Canada's Top Social Sciences and Humanities Researchers Receive Honours

OTTAWA, ONTARIO--(Marketwire - Nov. 5, 2009) - Canada's top social sciences and humanities researchers were recognized at Sagacitas - the seventh annual awards ceremony of the Social Sciences and Humanities Research Council of Canada (SSHRC). The prizes, which include the Gold Medal for Achievement in Research, along with the SSHRC Aurora Prize, the SSHRC Postdoctoral Prize and the William E. Taylor Fellowship, are among the Canadian research community's highest honours.

"Investing in the development of research and talent in the social sciences and humanities helps build a strong foundation for innovation in the economy," said Mike Lake, Parliamentary Secretary to the Minister of Industry and Member of Parliament for Edmonton-Mill Woods-Beaumont, on behalf of the Honourable Gary Goodyear, Minister of State (Science and Technology). "As reflected in the Government of Canada's Science and Technology Strategy, we are committed to fostering world-class Canadian research and enhancing the long-term competitiveness of Canada's economy."

"This evening we honour outstanding researchers and students for their contributions to research and for building the knowledge that is essential to the new innovation economy of the 21st century," said Chad Gaffield, President of SSHRC. "SSHRC invests in world-class scholarship and the development of talent that is making a difference nationally and internationally.
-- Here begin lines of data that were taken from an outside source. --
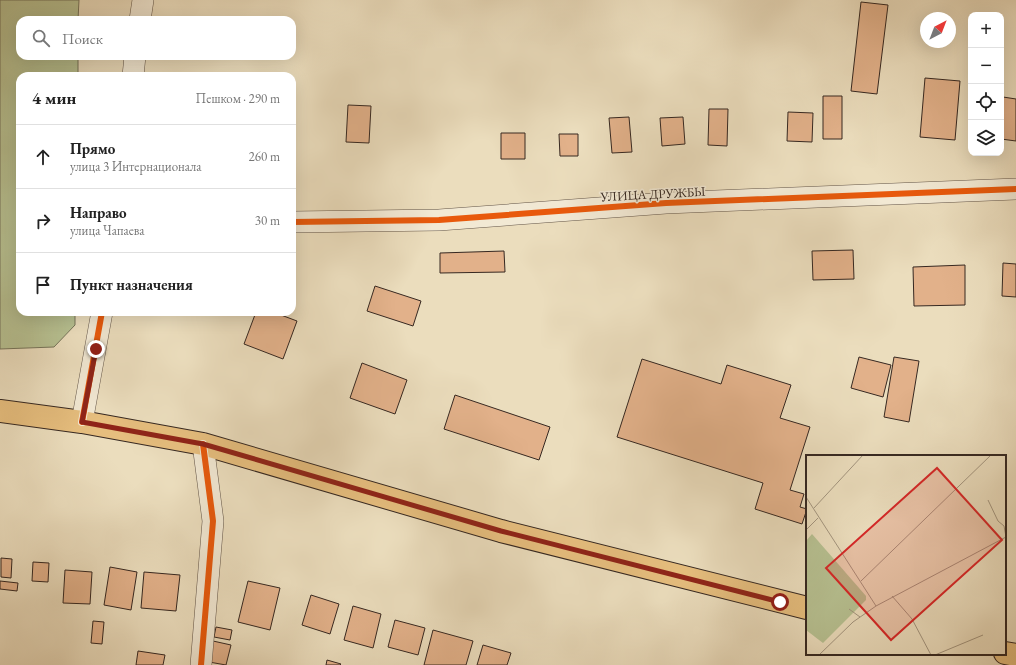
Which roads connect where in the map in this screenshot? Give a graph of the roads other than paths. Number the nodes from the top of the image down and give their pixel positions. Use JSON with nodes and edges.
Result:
{"nodes":[{"id":1,"x":143,"y":0,"type":"edge"},
{"id":2,"x":141,"y":16,"type":"edge"},
{"id":3,"x":135,"y":60,"type":"edge"},
{"id":4,"x":133,"y":72,"type":"edge"},
{"id":5,"x":1016,"y":189,"type":"edge"},
{"id":6,"x":296,"y":222,"type":"edge"},
{"id":7,"x":101,"y":316,"type":"edge"},
{"id":8,"x":0,"y":411,"type":"edge"},
{"id":9,"x":82,"y":422,"type":"junction"},
{"id":10,"x":203,"y":444,"type":"junction"},
{"id":11,"x":806,"y":608,"type":"edge"},
{"id":12,"x":1006,"y":653,"type":"edge"},
{"id":13,"x":1016,"y":655,"type":"edge"},
{"id":14,"x":201,"y":665,"type":"edge"}],
"edges":[{"from":1,"to":2,"type":"street"},
{"from":3,"to":4,"type":"street"},
{"from":5,"to":6,"type":"street","name":"УЛИЦА ДРУЖБЫ"},
{"from":7,"to":9,"type":"street"},
{"from":8,"to":9,"type":"main road"},
{"from":9,"to":10,"type":"main road"},
{"from":10,"to":11,"type":"main road"},
{"from":10,"to":14,"type":"street"},
{"from":12,"to":13,"type":"main road"}]}
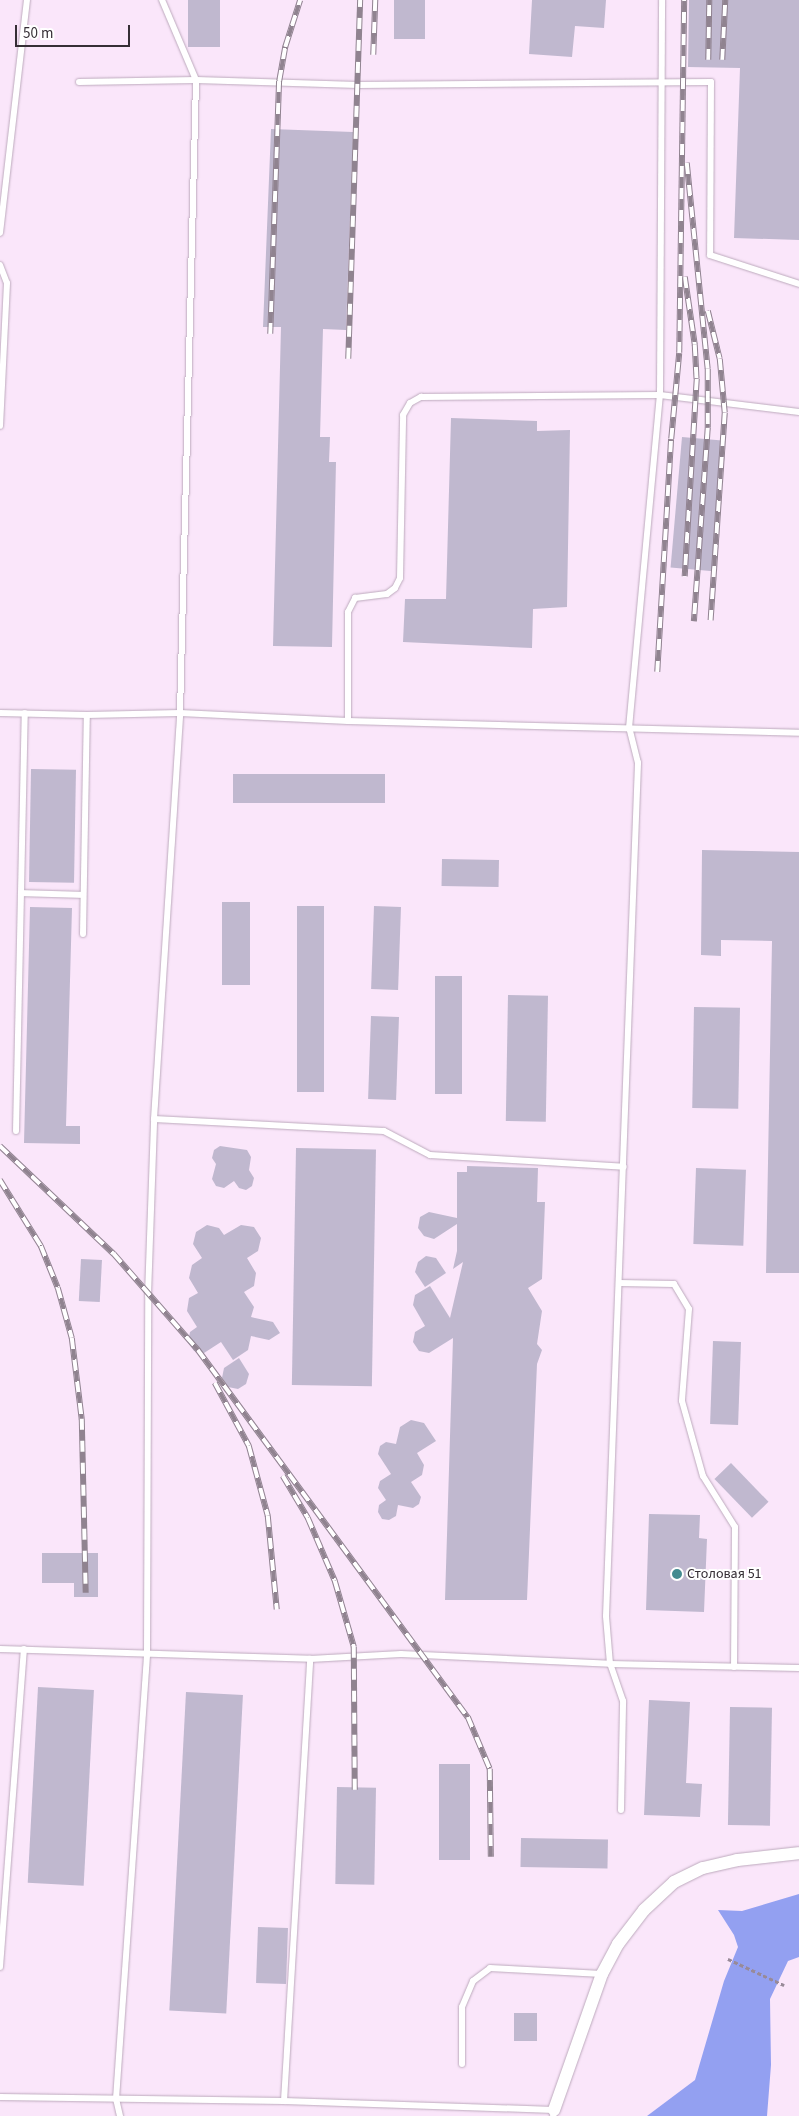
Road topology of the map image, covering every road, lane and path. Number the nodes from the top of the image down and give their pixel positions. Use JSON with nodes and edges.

Tonight's winners are superb examples of the impact that research in the social sciences and humanities has on society and its importance to Canada's future success."

The 2009 SSHRC Gold Medal for Achievement in Research, which awards $100,000 to an individual whose leadership, dedication and originality of thought have significantly advanced understanding in his or her field of research, was given to Jean-Jacques Nattiez of the Faculty of Music at the Universite de Montreal.

Jean-Jacques Nattiez is a world authority on musicology who is internationally renowned for his innovative and multidisciplinary approach. Very few musicologists combine a knowledge of the history of music with musical analysis and ethnomusicology in their research.

A pioneer in this innovative approach to the study of music, Nattiez believes it is necessary to investigate many routes in order to properly understand a particular type of music. "Musical structures and the historical context remain important, but you also have to consider the cultural aspect that is revealed by anthropology as well as the cognitive aspect that psychology seeks to explore. My goal is, and has always been, to construct a general musicology - that is, a set of methods making it possible to analyze and interpret all types of musical works and productions," he explained.

Sylvia Fuller won the SSHRC Aurora Prize, which awards $25,000 to an outstanding new researcher. A professor of sociology at the University of British Columbia and a well-known expert on workplace issues, Fuller is researching how labour market trends and institutions shape the longer-term employment possibilities of workers in non-standard employment, such as temporary and part-time work, and how this is affected by gender, citizenship and immigrant status.

Bruce Maxwell received the $10,000 SSHRC Postdoctoral Prize for his research on the psychology behind ethical judgement and moral choices. With ethics training having become mandatory in research disciplines from medicine to business and law, Maxwell, a philosopher of science, is collaborating with colleagues in psychology to take a closer look at the moral psychology and ethical education of children and how these relate to parenting and family policy. He is part of a group of researchers linked to the Centre de recherche en ethique de l'Universite de Montreal and the neuroethics unit of the Institut de recherches cliniques de Montreal.

Erin Soros received the William E. Taylor Fellowship, a $5,000 prize given each year to the student with the most highly rated SSHRC PhD proposal. A former Fulbright scholar at Columbia University, she received her Master's degree from the University of British Columbia. Blending research and narrative elements, and using a framework drawn from human rights law, philosophy and autobiography, Soros' doctoral work in creative and critical writing is a compelling culmination of her diverse experiences working with marginalized communities. Through her work with victims of violence, immigrants, refugees and Aboriginal communities, Soros became interested in how individuals experience and respond to trauma.

All the winners were selected by a rigorous peer-review process, and prize funds will be directed to research activities.

In 2008-09, SSHRC funded research by more than 6,000 faculty members and directly supported nearly 4,000 full-time graduate students.

For a complete list of award recipients and more information on this year's winners, please visit the SSHRC website (

SSHRC is the federal agency that promotes and supports university-based research and training in the humanities and social sciences. Through its programs and policies, the Council enables the highest levels of research excellence in Canada and facilitates knowledge sharing and collaboration across research disciplines, universities and all sectors of society.

Ce document est egalement disponible en francais.